Dear llvm devs,
tl;dr: What prevents llvm from switching to a fancier pointer analysis?
Currently, there exists a variety of general-purpose alias analyses in the LLVM codebase: basic-aa, globalsmodref-aa, tbaa, scev-aa, and cfl-aa. However, only the first three are actually turned on when invoking clang with -O2 or -O3 (please correct me if I’m wrong about this).
If one looks at existing research literatures, there are even more algorithm to consider for doing pointer analysis. Some are field-sensitive, some are field-based, some are flow-sensitive, some are context-sensitive. Even for flow-insensitive ones, they could also be inclusion-style (-andersen-aa) and equality-style (-steens-aa and -ds-aa). Those algorithms are often backed up by rich theoretical framework as well as preliminary evaluations which demonstrate their superior precision and/or performance.
Given such an abundance choices of pointer analyses that seem to be much better in the research land, why does real-world compiler infrastructures like llvm still rely on those three simple (and ad-hoc) ones to perform IR optimization? Based on my understanding (and again please correct me if I am wrong):
(1) The minor reason: those “better” algorithms are very hard to implement in a robust way and nobody seems to be interested in trying to write and maintain them.
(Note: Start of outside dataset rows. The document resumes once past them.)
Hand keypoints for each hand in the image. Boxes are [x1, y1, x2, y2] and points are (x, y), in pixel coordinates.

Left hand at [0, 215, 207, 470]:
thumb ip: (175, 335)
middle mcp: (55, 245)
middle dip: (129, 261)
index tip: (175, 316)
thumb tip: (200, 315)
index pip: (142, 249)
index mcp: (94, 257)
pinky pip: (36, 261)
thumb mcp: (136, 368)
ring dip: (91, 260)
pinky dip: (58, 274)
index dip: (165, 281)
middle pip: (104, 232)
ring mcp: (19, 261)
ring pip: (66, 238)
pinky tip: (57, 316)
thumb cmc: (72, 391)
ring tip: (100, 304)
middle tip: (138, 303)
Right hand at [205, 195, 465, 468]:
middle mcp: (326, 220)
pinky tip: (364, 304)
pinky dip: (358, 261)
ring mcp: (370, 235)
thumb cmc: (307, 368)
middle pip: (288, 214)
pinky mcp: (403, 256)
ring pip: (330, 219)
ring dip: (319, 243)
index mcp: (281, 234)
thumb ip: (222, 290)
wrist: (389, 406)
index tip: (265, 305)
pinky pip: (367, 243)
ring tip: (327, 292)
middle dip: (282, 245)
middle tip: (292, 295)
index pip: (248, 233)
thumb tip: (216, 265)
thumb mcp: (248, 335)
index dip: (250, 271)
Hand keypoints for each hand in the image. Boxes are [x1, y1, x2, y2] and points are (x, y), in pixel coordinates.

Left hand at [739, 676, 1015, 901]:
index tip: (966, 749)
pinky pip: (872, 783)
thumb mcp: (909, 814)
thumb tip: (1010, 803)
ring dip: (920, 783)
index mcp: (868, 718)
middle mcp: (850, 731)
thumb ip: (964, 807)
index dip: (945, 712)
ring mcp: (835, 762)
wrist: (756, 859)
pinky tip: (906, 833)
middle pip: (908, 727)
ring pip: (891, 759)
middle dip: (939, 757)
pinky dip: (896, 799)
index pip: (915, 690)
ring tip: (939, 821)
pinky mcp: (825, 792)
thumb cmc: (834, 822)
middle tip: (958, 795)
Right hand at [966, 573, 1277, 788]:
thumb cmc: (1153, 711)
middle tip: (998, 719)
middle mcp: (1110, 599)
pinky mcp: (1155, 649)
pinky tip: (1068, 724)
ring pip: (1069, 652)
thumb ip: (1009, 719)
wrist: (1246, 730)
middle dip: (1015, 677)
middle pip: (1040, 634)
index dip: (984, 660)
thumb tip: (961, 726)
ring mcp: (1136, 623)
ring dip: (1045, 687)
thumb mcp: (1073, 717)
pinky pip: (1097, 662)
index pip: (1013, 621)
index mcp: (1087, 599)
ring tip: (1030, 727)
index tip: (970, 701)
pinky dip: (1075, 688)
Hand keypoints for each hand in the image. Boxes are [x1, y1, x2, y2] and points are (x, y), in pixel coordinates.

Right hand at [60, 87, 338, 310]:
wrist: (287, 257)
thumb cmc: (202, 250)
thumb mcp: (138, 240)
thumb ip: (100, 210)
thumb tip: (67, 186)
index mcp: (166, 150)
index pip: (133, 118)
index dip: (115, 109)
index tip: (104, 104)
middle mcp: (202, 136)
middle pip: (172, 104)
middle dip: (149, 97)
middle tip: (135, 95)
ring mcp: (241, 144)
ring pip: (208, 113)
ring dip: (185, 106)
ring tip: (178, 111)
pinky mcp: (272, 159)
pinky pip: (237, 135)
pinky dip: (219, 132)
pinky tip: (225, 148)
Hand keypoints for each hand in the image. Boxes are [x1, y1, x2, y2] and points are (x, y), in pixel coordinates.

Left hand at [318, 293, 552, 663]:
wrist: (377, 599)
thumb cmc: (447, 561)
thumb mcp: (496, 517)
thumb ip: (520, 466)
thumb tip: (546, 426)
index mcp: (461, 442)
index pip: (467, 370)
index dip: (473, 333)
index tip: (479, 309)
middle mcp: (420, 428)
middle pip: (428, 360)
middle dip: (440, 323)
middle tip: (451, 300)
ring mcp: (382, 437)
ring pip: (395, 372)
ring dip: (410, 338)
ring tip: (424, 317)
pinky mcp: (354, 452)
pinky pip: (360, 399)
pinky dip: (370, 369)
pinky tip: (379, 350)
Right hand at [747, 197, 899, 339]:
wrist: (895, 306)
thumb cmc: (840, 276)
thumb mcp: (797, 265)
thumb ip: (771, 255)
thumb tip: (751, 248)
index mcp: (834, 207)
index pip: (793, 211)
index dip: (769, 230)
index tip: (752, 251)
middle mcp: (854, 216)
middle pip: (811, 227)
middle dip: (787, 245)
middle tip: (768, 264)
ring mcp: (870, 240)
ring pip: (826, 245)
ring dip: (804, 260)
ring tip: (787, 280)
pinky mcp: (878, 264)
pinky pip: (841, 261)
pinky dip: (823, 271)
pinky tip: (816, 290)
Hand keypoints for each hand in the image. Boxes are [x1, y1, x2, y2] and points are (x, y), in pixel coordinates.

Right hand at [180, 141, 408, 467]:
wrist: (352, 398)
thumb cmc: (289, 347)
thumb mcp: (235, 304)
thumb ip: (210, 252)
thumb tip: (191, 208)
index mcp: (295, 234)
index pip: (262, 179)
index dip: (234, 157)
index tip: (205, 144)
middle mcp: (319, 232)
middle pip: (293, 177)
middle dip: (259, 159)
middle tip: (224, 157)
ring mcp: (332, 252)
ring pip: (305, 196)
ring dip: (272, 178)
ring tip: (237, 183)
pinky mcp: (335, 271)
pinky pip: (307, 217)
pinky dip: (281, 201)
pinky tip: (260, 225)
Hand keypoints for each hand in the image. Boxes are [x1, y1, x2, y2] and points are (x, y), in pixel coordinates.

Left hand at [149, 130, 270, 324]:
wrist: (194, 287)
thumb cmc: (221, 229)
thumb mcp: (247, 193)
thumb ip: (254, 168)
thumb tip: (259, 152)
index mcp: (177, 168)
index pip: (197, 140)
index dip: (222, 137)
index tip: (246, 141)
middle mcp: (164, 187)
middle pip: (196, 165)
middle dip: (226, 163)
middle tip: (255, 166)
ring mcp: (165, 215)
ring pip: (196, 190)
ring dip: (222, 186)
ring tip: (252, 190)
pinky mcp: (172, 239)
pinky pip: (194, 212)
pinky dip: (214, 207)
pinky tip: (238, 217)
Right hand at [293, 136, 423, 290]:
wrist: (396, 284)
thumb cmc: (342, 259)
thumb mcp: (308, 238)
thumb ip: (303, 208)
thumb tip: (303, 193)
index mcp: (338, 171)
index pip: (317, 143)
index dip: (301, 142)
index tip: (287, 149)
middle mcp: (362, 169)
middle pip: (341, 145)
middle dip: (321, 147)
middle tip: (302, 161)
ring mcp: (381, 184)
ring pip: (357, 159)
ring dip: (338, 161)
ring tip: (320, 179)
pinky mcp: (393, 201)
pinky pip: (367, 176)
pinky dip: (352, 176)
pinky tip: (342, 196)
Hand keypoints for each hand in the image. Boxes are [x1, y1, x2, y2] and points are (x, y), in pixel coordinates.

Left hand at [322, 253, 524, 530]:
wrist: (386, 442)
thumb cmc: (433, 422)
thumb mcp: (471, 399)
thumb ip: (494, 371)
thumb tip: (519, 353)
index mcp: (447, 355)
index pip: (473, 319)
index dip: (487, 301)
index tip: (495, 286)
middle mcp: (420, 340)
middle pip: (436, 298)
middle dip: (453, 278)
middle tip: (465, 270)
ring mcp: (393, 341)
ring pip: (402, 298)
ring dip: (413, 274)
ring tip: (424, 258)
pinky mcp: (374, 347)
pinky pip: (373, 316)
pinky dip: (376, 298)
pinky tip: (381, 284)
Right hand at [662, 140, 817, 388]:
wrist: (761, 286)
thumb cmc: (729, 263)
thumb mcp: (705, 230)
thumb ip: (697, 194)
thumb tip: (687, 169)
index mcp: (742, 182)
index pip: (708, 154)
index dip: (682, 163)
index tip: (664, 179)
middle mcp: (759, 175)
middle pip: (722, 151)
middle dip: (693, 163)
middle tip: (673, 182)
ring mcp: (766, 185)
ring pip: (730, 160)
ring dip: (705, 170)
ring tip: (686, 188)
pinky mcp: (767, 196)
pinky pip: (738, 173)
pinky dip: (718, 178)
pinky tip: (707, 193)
(2) The major reason: it’s not clear whether those “better” algorithms are actually better for llvm. More precise pointer analyses tend to slow down compile time a lot while contributing too little to the optimization passes that use them. The benefit one gets from a more precise analysis may not justify the compile-time or the maintenance cost.
So my question here is: what kind(s) of precision really justify the cost and what kinds do not? Has anybody done any study in the past to evaluate what kinds of features in pointer analyses will benefit what kinds of optimization passes? Could there potentially be more improvement on pointer analysis precision without adding too much compile-time/maintenance cost? Has the precision/performance tradeoffs got fully explored before?
Any pointers will be much appreciated. No pun intended
PS1: To be more concrete, what I am looking for is not some black-box information like “we switched from basic-aa to cfl-aa and observed 1% improvement at runtime”. I believe white-box studies such as “the licm pass failed to hoist x instructions because -tbaa is not flow sensitive” are much more interesting for understanding the problem here.
PS2: If no such evaluation exists in the past, I’d happy to do that myself and report back my findings if anyone here is interested.